Дон Жуан Тенорио! Чудовище! Вы убийца моего отца! Даже здесь вы меня
преследуете! Дон Жуан. Я и не думал преследовать вас. Позвольте мне удалиться. (Хочет
идти.) Донна Анна (хватая его за рукав). Нет, вы не оставите меня одну в этом
ужасном месте. Дон Жуан. Хорошо, но с условием, что мое присутствие не будет истолковано
как преследование. Донна Анна. Вы вправе удивляться, что я вообще способна терпеть ваше
присутствие. О мой отец! Мой дорогой отец! Дон Жуан. Может быть, вы хотите его увидеть? Донна Анна. Мой отец здесь?!! Дон Жуан. Нет, он на небесах. Донна Анна. Я в этом не сомневалась. Мой благородный отец! Он взирает на нас
с высоты. Каково ему видеть свою дочь в таком месте и в обществе его
убийцы! Дон Жуан. Кстати, на случай если бы мы его встретили... Донна Анна. Как же мы можем его встретить? Ведь он на небесах? Дон Жуан. Время от времени он нисходит сюда, к нам. Ему скучно в раю. Так
вот, я хотел вас предупредить на случай встречи с ним: если не хотите
его смертельно обидеть, не вздумайте называть меня его убийцей. Он
утверждает, что владел шпагой гораздо лучше, чем я, и непременно
заколол бы меня, если б не поскользнулся. Вероятно, он прав; я не был
искусным фехтовальщиком. Я никогда не спорю с ним по этому поводу, и мы
большие друзья. Донна Анна. Солдату не зазорно гордиться своим боевым искусством. Дон Жуан. Вам, очевидно, не очень хочется встречаться с ним? Донна Анна. Как вы смеете так говорить? Дон Жуан. О, здесь это очень часто бывает. Вспомните, ведь даже на земле,
хотя, конечно, никто из нас не признался бы в этом,– скорбя о смерти
знакомого человека, пусть даже очень близкого нам, мы всегда испытывали
некоторое чувство удовлетворения при мысли, что наконец избавились от
него. Донна Анна. Чудовище! Никогда, никогда! Дон Жуан (невозмутимо). Я вижу, вам это чувство все же знакомо. Да, похороны
всегда были для нас празднеством в черных тонах, в особенности похороны
родича. Во всяком случае здесь семейные связи редко поддерживаются. Ваш
отец привык к этому; он не ожидает от вас изъявлений преданности. Донна Анна. Несчастный! Я всю жизнь носила траур по нему. Дон Жуан. Вполне понятно: траур вам был к лицу. Но одно дело пожизненный
траур, другое – вечный. К тому же здесь вы так же мертвы, как и ваш
отец. Что может быть нелепее, чем покойник в трауре по другому
покойнику?

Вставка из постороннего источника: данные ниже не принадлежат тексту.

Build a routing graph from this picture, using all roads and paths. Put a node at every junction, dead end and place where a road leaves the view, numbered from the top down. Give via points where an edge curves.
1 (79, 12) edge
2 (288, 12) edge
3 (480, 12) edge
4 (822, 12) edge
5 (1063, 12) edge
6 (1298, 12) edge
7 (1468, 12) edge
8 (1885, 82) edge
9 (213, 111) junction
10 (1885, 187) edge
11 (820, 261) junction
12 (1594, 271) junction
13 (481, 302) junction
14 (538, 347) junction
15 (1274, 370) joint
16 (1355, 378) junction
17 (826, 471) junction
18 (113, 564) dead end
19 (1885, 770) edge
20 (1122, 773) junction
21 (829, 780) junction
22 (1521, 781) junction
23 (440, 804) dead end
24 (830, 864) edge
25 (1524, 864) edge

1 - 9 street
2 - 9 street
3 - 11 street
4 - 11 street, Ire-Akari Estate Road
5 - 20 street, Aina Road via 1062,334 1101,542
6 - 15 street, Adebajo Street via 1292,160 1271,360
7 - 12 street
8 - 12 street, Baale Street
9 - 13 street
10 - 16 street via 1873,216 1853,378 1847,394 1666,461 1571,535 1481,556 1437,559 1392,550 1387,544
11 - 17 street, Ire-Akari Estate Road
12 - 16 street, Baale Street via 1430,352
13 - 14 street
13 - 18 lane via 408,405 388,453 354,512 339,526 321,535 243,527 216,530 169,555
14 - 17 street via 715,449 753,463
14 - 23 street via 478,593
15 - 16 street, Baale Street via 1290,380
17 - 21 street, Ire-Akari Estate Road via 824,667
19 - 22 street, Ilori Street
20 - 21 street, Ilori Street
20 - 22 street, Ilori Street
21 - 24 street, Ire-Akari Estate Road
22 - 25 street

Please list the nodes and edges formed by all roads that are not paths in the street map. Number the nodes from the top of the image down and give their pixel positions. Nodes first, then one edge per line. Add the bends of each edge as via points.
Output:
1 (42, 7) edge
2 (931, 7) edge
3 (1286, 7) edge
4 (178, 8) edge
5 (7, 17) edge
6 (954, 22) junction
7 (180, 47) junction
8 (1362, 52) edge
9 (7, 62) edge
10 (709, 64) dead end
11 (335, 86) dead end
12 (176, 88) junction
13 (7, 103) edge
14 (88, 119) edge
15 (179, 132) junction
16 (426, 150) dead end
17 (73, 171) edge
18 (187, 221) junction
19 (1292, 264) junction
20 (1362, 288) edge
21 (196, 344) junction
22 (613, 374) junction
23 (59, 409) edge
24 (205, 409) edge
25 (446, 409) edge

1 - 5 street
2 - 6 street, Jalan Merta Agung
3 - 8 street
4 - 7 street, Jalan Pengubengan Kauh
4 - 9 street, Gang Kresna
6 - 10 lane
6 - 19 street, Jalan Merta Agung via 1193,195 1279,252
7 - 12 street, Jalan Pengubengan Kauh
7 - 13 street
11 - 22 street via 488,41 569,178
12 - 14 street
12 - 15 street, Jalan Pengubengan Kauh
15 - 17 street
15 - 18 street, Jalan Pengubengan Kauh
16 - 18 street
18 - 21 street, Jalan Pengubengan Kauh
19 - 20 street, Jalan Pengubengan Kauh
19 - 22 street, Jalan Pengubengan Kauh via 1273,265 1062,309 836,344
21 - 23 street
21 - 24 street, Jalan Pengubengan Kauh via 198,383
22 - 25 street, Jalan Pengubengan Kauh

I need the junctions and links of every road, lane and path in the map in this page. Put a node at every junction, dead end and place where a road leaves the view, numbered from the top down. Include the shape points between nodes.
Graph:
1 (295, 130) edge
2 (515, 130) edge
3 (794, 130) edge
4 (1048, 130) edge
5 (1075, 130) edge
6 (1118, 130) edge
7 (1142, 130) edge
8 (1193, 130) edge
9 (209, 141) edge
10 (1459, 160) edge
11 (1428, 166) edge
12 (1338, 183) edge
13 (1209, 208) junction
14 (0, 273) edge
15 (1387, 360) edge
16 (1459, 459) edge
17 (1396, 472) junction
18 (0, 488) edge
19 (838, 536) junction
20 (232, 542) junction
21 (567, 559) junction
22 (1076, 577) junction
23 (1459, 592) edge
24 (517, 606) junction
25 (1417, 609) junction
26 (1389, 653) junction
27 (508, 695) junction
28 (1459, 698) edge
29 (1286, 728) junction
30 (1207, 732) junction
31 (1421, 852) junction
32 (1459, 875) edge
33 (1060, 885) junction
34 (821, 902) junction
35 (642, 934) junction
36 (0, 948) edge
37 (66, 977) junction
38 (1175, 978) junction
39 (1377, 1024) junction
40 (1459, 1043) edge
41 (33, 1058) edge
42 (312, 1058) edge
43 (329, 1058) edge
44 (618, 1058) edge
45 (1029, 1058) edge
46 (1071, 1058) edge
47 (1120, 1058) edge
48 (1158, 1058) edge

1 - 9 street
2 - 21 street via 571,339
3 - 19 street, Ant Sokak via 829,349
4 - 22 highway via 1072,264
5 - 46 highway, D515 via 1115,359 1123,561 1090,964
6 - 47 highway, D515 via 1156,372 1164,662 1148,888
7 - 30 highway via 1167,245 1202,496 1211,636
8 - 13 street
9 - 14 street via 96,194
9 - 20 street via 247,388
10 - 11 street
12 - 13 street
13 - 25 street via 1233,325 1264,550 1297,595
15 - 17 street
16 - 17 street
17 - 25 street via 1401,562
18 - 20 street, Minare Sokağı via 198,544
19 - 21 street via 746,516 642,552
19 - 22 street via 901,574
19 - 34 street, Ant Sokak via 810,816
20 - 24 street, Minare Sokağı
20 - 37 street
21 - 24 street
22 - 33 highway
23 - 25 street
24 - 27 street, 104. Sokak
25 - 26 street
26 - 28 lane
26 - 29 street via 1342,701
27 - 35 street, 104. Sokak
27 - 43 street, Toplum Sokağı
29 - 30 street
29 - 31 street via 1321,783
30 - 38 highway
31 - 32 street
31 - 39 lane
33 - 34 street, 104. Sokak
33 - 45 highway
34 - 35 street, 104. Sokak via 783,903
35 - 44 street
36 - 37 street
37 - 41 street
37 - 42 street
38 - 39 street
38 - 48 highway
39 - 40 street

Не смотрите на меня с таким возмущением, дорогая Анна, и не
огорчайтесь. В аду много бессмыслицы, пожалуй, больше, нежели чего
другого; но вот эту бессмыслицу – насчет смерти, возраста и всяких
перемен – вам придется забыть, потому что здесь все мы мертвы и все мы
вечны. Вы скоро привыкнете к этому. Донна Анна. И все мужчины будут называть меня "дорогая Анна"? Жуан. Нет. Я оговорился. Прошу меня простить. Донна Анна (почти с нежностью). Жуан! Скажите, когда вы посягали на мою
честь, вы в самом деле меня любили? Дон Жуан (раздраженно). Ах, пожалуйста, не заводите разговоров о любви.